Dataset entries
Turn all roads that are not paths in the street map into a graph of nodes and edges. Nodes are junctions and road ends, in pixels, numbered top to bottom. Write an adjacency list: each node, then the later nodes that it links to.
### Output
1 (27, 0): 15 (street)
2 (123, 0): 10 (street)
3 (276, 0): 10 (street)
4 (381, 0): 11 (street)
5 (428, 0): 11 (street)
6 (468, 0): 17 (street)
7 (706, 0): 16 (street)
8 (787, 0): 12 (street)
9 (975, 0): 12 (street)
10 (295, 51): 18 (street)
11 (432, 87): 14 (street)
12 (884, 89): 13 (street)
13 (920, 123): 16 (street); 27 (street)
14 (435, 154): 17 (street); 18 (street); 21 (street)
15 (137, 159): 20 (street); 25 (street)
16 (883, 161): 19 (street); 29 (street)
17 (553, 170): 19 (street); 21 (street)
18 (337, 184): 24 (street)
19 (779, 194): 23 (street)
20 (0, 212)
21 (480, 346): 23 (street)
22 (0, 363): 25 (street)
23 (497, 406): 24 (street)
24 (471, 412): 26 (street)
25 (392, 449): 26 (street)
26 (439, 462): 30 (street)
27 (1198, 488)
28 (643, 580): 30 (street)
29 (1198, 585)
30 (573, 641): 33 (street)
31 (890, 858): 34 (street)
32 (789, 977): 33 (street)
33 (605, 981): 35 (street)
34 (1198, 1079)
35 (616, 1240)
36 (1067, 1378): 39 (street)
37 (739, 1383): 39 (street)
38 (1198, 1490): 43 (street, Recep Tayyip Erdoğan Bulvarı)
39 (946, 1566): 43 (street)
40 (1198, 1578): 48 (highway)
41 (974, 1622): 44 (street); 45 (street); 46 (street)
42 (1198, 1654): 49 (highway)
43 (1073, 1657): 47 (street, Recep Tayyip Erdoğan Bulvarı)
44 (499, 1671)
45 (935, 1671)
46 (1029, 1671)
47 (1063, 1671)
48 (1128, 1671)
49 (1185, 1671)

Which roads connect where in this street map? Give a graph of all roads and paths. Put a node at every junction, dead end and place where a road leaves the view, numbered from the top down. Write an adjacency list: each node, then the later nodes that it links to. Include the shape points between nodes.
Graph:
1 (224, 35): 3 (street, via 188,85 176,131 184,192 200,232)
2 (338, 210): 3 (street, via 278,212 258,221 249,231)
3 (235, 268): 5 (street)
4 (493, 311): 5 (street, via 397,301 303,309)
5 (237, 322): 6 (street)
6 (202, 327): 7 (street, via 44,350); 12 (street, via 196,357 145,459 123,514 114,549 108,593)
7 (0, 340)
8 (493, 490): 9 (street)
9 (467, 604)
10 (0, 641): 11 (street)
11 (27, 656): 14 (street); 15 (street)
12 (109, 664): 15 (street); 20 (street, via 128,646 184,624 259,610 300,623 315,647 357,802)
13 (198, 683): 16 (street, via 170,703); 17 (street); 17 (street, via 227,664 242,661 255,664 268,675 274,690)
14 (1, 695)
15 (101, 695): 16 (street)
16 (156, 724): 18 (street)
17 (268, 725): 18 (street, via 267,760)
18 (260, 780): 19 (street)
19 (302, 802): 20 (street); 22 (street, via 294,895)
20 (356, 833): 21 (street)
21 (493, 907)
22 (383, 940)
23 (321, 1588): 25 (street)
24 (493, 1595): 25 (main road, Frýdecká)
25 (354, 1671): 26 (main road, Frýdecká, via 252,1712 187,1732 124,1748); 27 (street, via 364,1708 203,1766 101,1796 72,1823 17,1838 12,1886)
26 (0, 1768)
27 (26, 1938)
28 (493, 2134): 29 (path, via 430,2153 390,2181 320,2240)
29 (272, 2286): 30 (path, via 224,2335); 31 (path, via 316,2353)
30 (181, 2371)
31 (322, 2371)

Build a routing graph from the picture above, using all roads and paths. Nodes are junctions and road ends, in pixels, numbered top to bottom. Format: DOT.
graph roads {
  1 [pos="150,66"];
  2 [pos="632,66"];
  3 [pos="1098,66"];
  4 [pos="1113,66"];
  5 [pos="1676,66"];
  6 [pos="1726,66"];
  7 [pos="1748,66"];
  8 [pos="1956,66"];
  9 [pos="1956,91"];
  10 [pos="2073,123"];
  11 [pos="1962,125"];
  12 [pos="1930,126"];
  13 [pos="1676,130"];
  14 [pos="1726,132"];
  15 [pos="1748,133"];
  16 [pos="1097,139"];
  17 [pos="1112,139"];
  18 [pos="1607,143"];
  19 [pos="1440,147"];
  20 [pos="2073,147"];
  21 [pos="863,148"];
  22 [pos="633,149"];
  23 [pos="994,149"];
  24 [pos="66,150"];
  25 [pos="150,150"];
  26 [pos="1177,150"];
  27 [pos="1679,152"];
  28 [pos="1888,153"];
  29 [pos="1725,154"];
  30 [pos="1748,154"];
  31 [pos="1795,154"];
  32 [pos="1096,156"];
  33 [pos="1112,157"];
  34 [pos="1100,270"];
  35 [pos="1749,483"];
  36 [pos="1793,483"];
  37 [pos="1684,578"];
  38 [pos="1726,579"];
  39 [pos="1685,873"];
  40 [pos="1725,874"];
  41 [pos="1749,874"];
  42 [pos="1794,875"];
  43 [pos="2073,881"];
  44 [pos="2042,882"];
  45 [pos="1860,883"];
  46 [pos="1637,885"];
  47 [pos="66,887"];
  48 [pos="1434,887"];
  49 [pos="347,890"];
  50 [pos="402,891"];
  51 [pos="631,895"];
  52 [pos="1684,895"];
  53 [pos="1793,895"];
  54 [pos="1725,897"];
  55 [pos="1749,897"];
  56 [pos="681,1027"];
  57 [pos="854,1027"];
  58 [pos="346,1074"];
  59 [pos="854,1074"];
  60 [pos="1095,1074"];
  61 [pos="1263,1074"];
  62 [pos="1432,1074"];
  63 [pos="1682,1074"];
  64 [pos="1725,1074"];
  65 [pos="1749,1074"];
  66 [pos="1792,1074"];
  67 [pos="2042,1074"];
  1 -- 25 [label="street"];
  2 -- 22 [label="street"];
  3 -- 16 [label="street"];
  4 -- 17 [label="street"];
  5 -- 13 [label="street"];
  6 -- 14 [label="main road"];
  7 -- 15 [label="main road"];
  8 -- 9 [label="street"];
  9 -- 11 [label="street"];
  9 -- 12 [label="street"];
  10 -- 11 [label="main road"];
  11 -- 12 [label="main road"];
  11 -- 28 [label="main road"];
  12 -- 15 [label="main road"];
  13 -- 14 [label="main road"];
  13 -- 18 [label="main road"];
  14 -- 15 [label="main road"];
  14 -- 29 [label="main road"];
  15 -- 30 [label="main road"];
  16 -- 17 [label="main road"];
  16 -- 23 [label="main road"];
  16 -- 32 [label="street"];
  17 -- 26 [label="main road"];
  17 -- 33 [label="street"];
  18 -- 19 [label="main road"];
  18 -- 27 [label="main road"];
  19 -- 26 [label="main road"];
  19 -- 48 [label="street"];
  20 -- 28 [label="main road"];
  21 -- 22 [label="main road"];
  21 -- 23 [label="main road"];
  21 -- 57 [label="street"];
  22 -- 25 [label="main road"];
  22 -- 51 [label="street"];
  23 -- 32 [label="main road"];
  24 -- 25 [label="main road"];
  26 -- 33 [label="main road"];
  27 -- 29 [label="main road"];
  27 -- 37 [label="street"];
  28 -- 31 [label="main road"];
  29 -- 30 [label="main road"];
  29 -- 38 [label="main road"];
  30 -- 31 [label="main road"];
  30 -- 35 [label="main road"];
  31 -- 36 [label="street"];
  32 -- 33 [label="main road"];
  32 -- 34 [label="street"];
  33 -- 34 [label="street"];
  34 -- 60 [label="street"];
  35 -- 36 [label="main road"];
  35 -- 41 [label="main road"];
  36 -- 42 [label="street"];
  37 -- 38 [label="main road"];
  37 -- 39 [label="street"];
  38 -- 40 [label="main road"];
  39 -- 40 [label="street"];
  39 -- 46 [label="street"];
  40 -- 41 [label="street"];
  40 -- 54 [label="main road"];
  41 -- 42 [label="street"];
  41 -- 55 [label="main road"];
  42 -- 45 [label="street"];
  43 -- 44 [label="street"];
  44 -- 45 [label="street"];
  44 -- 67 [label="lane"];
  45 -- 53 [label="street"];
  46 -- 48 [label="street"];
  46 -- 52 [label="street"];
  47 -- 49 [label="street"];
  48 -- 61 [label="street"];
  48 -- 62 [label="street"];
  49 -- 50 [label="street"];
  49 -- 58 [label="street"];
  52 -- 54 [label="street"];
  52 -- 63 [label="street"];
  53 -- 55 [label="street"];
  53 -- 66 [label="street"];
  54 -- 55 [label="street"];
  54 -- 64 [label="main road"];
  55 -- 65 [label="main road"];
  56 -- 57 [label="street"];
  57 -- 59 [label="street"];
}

Your objective:
Your answer should be one number: how many lines above include the word "Recep".

Written reply:
2